Define inputs and call the function:

# Define input quantities
import numpy as np
nx = U.nlon.size # number of longitude points
ny = U.nlat.size # number of latitude points

UAREA = U.UAREA.values # area of U cell
TAREA = U.TAREA.values # area of T cell

DXU = U.DXU.values # x-spacing centered at U points
DYU = U.DYU.values # y-spacing centered at U points

AMF = np.sqrt(U.UAREA/(c2*np.pi*radius/nx)**2).values # variable mixing factor for momentum mixing

HUS = U.HUS.values # cell widths on south side of U cell
HTE = U.HTE.values # cell widths on east side of T cell
HUW = U.HUW.values # cell widths on west side of U cell
HTN = U.HTN.values # cell widths on north side of T cell

# Use POP variable names for now 
UMIXK = U.values
VMIXK = V.values

Udiff,Vdiff = Bgrid_Laplacian(UMIXK,VMIXK,nx,ny,UAREA,TAREA,DXU,DYU,HUS,HTE,HUW,HTN,AMF)

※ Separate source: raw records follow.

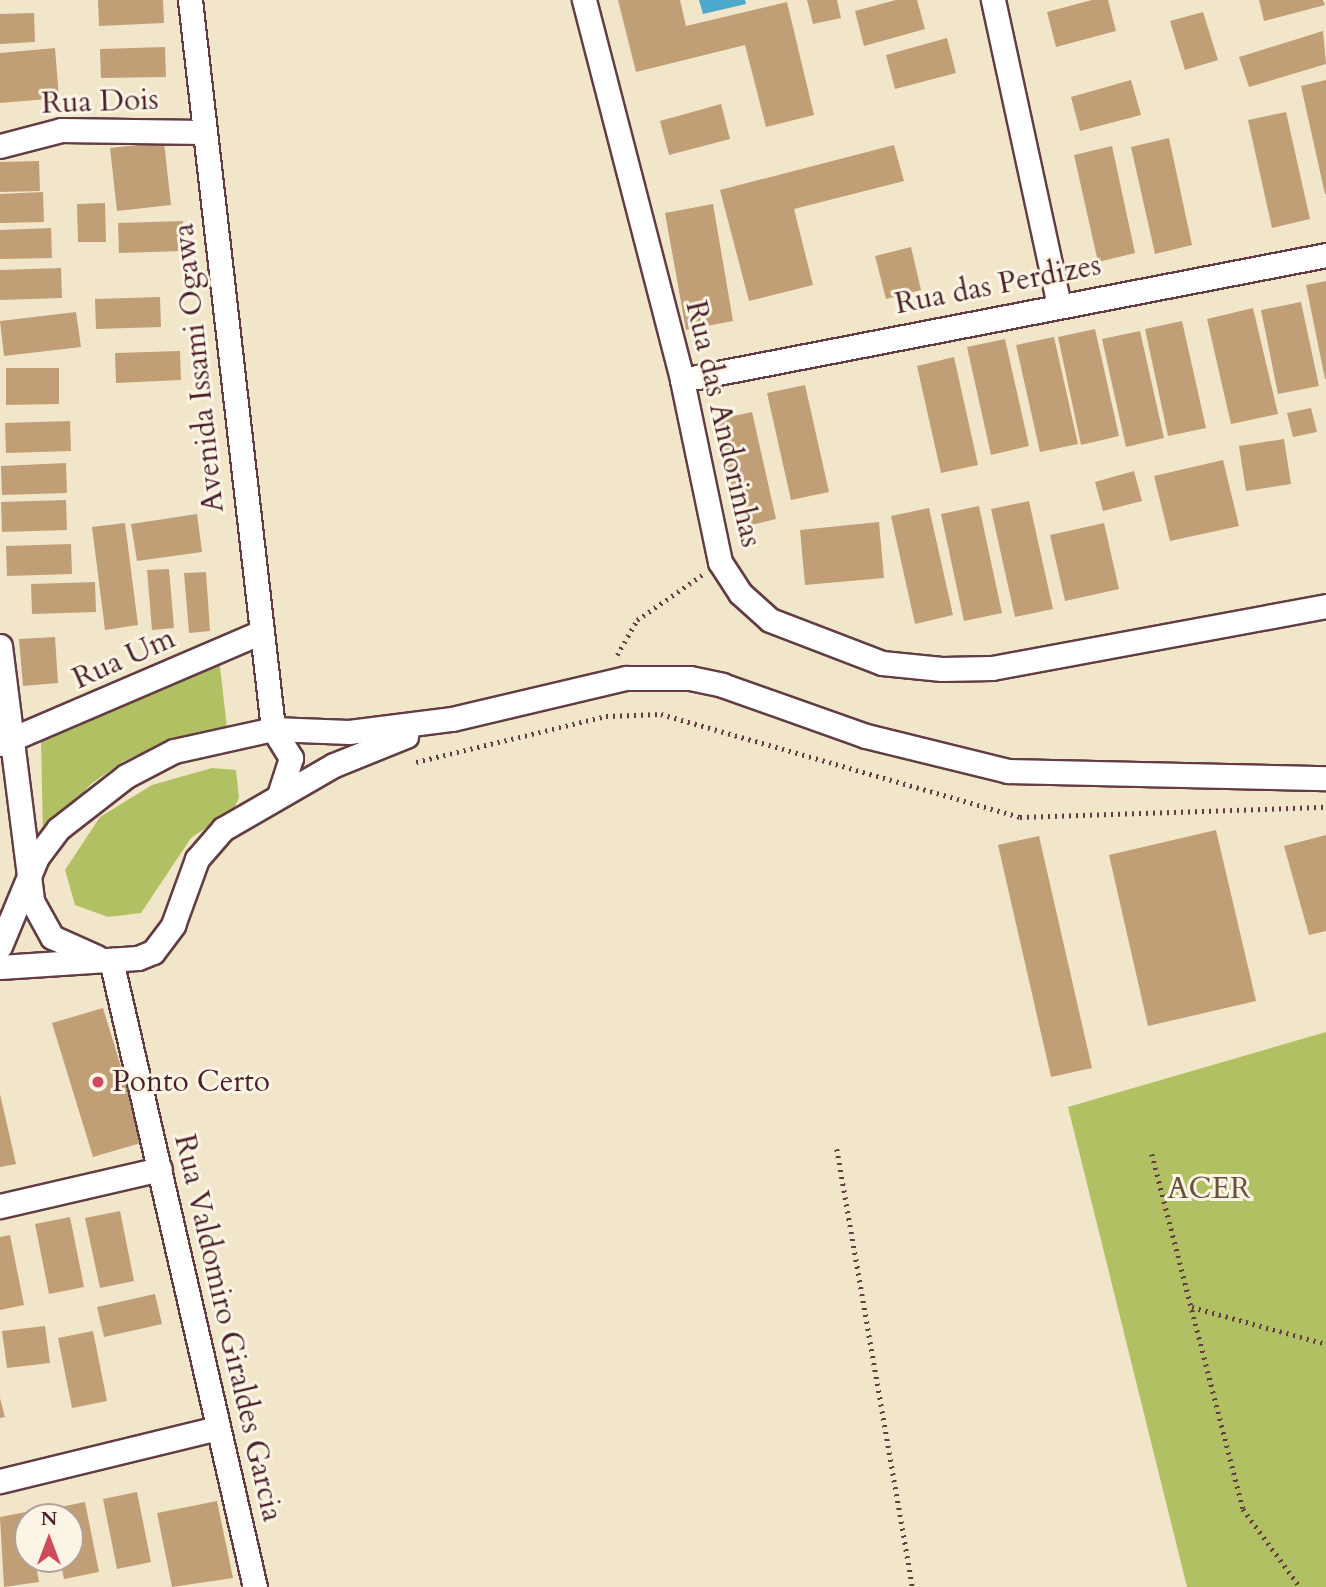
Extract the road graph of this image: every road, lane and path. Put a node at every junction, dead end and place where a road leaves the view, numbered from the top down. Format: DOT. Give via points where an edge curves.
graph roads {
  1 [pos="190,0"];
  2 [pos="584,0"];
  3 [pos="993,0"];
  4 [pos="204,132"];
  5 [pos="0,146"];
  6 [pos="1326,255"];
  7 [pos="1059,304"];
  8 [pos="682,380"];
  9 [pos="720,562"];
  10 [pos="1326,606"];
  11 [pos="261,632"];
  12 [pos="0,646"];
  13 [pos="618,679"];
  14 [pos="606,716"];
  15 [pos="462,717"];
  16 [pos="273,729"];
  17 [pos="6,743"];
  18 [pos="410,764"];
  19 [pos="1326,778"];
  20 [pos="279,796"];
  21 [pos="28,879"];
  22 [pos="0,946"];
  23 [pos="111,960"];
  24 [pos="0,967"];
  25 [pos="837,1149"];
  26 [pos="1152,1154"];
  27 [pos="160,1169"];
  28 [pos="0,1206"];
  29 [pos="1192,1307"];
  30 [pos="1326,1344"];
  31 [pos="217,1428"];
  32 [pos="0,1481"];
  33 [pos="255,1587"];
  34 [pos="913,1587"];
  35 [pos="1300,1587"];
  1 -- 4 [label="street, Avenida Issami Ogawa"];
  2 -- 8 [label="street, Rua das Andorinhas"];
  3 -- 7 [label="street"];
  4 -- 5 [label="street, Rua Dois" via="61,130"];
  4 -- 11 [label="street, Avenida Issami Ogawa"];
  6 -- 7 [label="street, Rua das Perdizes"];
  7 -- 8 [label="street, Rua das Perdizes"];
  8 -- 9 [label="street, Rua das Andorinhas"];
  9 -- 10 [label="street, Rua das Andorinhas" via="740,593 770,620 882,663 942,669 992,667"];
  9 -- 13 [label="path" via="637,620 616,654"];
  11 -- 16 [label="street, Avenida Issami Ogawa"];
  11 -- 17 [label="street, Rua Um"];
  12 -- 17 [label="street"];
  13 -- 15 [label="street"];
  13 -- 19 [label="street" via="690,678 722,685 866,736 1008,771"];
  14 -- 18 [label="path"];
  15 -- 16 [label="street" via="349,733"];
  15 -- 20 [label="street" via="359,754"];
  16 -- 20 [label="street" via="291,758"];
  16 -- 21 [label="street" via="201,741 136,770 58,829"];
  17 -- 21 [label="street"];
  20 -- 23 [label="street" via="208,844 173,925 153,952"];
  21 -- 22 [label="street"];
  21 -- 23 [label="street" via="40,923 52,937"];
  23 -- 24 [label="street"];
  23 -- 27 [label="street, Rua Valdomiro Giraldes Garcia"];
  25 -- 34 [label="path"];
  26 -- 29 [label="path"];
  27 -- 28 [label="street"];
  27 -- 31 [label="street, Rua Valdomiro Giraldes Garcia"];
  29 -- 30 [label="path"];
  29 -- 35 [label="path" via="1243,1509"];
  31 -- 32 [label="street"];
  31 -- 33 [label="street, Rua Valdomiro Giraldes Garcia"];
}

paigem commented 2 years ago

My attempt at writing the B-grid vector Laplacian function to fit into the kernels.py script. This is a VERY rough draft for now (haven't even checked that units are correct yet, with CESM's variables saved in cm 😬). I have added the below function to my local fork and it does not give the correct answer, but does run without errors. I have not added to my PR since it is likely that my code will need to be largely reworked.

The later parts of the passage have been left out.